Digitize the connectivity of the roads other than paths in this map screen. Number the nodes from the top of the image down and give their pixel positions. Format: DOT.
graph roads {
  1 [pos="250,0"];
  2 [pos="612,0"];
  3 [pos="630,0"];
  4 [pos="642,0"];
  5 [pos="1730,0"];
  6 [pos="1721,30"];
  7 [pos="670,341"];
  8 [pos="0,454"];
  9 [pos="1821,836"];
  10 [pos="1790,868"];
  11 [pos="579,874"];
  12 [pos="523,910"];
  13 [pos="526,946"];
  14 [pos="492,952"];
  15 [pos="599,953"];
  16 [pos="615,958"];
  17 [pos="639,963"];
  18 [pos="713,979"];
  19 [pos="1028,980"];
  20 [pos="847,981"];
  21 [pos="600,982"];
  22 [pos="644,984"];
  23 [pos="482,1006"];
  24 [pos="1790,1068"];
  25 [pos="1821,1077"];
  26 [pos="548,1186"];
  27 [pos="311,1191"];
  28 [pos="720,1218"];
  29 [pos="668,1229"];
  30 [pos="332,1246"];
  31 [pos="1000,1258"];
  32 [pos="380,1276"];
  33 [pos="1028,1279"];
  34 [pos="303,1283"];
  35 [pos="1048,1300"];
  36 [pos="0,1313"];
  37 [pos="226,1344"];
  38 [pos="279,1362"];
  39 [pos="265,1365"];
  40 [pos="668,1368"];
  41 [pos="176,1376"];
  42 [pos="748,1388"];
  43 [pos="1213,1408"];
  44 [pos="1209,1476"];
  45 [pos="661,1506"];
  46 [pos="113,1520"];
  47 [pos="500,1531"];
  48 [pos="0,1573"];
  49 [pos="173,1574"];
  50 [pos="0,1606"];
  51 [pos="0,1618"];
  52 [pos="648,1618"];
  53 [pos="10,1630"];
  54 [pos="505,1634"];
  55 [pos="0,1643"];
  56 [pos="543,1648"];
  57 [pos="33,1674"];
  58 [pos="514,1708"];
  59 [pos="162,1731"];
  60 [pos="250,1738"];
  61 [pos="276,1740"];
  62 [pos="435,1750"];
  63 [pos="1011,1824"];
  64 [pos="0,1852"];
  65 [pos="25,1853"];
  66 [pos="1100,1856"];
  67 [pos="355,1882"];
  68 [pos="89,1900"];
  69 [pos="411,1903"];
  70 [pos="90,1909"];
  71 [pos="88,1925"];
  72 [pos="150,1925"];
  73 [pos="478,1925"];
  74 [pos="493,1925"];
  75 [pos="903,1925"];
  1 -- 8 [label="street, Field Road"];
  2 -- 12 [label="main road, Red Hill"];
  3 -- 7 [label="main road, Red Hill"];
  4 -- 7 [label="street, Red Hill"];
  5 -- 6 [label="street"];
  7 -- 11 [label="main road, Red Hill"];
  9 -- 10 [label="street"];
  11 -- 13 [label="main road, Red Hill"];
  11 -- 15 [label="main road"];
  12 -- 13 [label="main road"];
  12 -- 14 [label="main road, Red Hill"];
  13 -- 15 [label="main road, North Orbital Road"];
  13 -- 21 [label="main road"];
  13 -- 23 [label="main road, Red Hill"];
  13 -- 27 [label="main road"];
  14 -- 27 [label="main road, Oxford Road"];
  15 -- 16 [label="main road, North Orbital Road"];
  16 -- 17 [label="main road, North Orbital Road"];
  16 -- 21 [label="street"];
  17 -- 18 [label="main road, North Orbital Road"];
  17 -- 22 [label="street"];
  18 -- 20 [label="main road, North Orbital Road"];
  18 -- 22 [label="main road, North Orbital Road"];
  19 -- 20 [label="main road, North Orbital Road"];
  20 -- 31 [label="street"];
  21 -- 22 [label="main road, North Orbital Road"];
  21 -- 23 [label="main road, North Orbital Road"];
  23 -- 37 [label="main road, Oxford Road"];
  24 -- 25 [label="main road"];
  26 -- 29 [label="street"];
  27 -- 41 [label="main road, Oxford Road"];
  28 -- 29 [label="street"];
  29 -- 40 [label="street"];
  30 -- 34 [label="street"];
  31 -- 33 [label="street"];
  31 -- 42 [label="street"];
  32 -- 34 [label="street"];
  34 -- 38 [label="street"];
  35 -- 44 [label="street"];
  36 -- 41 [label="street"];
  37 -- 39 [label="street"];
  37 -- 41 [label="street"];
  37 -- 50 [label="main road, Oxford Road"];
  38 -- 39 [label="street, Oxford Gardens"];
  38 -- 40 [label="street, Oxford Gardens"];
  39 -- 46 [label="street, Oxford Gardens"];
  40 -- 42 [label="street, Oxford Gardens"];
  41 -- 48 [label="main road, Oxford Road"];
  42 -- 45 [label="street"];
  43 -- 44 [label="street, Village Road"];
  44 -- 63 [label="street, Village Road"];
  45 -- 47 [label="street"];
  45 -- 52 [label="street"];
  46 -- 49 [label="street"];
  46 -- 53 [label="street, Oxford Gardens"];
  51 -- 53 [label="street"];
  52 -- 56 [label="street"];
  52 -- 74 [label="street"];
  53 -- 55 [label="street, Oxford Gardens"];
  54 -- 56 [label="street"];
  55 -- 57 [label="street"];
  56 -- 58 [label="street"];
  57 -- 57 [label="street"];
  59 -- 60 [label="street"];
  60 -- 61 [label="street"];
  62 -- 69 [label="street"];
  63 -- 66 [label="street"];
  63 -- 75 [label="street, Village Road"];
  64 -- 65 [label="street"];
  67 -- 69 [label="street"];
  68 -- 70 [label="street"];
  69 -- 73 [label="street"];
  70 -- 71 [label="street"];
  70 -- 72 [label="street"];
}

------------------------------

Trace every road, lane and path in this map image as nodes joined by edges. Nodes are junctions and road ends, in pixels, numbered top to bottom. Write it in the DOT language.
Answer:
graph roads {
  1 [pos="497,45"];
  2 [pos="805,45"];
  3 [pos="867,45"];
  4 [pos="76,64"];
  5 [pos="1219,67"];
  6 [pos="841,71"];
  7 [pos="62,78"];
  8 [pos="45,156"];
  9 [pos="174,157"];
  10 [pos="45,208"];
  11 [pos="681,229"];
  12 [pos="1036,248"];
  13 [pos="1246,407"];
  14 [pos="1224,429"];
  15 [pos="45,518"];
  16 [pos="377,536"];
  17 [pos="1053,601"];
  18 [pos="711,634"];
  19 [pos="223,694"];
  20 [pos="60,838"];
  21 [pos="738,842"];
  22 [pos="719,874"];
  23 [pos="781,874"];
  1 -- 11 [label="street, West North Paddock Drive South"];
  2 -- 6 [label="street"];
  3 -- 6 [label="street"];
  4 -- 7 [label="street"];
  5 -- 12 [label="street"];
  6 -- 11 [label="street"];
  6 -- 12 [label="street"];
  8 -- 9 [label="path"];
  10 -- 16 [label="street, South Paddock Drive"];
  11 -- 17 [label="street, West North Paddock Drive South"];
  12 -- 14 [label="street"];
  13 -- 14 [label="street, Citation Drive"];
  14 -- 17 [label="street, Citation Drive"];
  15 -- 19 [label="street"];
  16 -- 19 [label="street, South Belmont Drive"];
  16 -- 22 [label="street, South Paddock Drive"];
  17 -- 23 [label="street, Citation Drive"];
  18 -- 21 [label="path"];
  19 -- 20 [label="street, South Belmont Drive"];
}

------------------------------

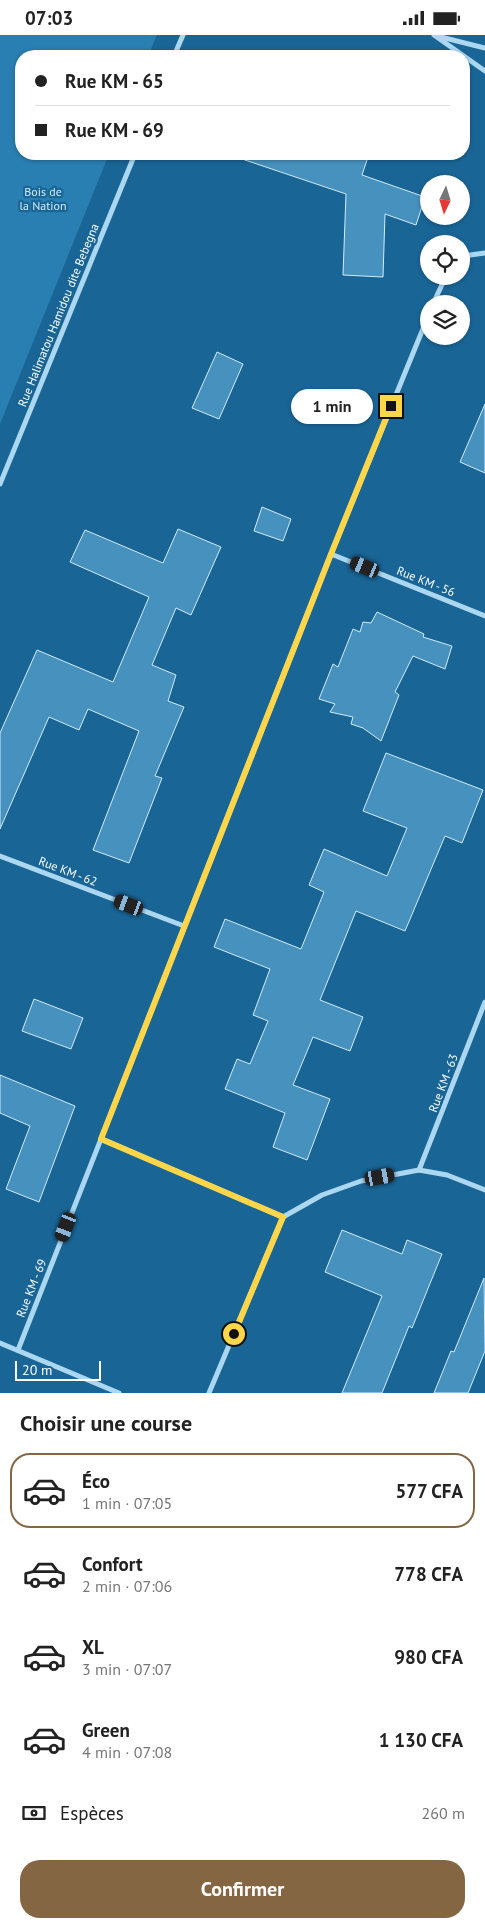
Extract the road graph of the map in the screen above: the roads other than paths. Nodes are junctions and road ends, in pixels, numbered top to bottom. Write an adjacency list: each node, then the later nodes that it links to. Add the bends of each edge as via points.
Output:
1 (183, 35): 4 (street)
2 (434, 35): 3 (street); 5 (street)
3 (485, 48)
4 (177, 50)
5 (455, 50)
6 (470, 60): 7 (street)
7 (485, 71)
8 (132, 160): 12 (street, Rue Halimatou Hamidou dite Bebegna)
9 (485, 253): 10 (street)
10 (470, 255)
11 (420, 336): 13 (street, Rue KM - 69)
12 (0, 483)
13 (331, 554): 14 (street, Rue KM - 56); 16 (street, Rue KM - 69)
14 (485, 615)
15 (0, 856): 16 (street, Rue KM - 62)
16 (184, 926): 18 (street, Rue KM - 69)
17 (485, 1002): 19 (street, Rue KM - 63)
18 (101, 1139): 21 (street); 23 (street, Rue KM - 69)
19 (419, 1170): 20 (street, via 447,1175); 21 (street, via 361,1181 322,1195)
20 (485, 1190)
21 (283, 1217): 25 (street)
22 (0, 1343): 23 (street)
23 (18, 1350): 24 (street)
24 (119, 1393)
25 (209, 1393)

------------------------------

• _Task details_:
Search the preceding listing for "ends" and extract every line where it is found.

• _Output_:
Trace every road, lane and path in this map image as nodes joined by edges. Nodes are junctions and road ends, in pixels, numbered top to bottom. Write it in the DOT language.
Extract the road graph of the map in the screen above: the roads other than paths. Nodes are junctions and road ends, in pixels, numbered top to bottom. Write an adjacency list: each node, then the later nodes that it links to. Add the bends of each edge as via points.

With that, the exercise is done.